WORK ITEM:
Only lines holding "nodes" are needed; copy each of them from the data below.

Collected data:
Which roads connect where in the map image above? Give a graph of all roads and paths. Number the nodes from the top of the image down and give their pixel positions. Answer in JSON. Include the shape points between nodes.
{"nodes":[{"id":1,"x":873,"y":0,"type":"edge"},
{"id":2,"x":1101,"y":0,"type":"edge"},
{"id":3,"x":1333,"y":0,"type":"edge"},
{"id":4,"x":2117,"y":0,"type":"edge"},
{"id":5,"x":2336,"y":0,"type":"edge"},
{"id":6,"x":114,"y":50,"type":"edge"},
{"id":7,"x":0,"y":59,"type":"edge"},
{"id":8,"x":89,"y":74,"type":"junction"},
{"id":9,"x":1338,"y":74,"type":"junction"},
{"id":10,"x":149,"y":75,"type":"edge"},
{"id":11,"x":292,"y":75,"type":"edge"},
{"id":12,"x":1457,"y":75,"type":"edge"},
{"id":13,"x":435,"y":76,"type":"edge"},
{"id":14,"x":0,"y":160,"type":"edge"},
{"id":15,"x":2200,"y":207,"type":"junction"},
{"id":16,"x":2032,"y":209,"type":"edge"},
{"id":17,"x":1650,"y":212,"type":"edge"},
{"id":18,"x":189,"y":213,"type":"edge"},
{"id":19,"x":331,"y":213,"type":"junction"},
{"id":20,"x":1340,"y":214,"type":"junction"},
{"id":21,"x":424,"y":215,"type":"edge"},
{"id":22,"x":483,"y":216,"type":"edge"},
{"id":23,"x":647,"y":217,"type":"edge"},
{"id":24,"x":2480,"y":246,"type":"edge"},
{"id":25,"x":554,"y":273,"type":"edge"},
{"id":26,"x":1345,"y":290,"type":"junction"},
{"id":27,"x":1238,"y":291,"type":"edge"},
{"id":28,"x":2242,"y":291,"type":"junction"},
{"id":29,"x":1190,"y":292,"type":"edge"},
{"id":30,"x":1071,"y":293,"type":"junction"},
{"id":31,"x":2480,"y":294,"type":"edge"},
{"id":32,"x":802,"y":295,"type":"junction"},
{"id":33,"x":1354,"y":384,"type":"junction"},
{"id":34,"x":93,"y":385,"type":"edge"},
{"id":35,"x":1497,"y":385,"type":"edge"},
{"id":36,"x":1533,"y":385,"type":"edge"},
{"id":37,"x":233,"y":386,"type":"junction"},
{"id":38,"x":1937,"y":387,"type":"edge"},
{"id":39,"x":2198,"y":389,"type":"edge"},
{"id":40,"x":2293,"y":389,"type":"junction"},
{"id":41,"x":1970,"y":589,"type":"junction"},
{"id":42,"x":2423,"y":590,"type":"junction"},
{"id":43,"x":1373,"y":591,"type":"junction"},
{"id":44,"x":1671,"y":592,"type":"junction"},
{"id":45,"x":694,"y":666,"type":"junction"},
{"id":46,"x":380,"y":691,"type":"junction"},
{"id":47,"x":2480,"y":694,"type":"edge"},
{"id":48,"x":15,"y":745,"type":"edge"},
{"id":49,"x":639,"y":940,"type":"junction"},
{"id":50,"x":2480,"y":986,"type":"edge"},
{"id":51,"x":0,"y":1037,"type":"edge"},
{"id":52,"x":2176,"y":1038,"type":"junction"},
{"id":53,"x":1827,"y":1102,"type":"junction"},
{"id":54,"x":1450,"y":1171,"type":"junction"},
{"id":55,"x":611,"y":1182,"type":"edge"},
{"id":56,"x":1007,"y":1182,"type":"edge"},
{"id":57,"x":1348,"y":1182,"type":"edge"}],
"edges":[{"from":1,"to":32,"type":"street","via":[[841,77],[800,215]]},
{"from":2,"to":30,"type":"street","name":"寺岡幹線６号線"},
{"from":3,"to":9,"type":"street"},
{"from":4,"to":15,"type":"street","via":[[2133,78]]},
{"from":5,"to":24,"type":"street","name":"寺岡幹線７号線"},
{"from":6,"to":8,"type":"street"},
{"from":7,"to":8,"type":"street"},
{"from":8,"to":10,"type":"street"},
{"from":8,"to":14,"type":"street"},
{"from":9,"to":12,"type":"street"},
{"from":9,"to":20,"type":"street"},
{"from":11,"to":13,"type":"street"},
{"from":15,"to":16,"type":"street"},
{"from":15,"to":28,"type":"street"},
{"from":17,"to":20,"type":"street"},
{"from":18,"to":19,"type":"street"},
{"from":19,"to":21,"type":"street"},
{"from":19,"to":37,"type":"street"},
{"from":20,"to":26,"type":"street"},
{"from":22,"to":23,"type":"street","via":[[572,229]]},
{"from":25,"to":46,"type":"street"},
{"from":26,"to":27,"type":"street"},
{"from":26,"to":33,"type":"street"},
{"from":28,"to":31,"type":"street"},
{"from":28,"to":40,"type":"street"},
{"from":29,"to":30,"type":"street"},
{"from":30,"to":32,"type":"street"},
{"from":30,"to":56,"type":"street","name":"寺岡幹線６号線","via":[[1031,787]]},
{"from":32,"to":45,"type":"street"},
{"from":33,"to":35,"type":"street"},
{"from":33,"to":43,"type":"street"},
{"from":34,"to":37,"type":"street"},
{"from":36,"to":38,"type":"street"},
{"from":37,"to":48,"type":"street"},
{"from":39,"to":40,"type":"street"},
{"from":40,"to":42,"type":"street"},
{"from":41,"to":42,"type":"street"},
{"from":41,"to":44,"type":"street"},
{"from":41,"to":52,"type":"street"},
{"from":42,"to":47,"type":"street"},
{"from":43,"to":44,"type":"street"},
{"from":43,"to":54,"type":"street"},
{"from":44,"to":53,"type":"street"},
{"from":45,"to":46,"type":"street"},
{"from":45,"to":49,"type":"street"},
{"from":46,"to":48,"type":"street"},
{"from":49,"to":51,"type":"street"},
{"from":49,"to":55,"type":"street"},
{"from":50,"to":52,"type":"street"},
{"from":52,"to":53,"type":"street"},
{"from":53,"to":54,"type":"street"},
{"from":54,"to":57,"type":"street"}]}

TASK OUTPUT:
Which roads connect where in the map image above? Give a graph of all roads and paths. Number the nodes from the top of the image down and give their pixel positions. Answer in JSON. Include the shape points between nodes.
{"nodes":[{"id":1,"x":873,"y":0,"type":"edge"},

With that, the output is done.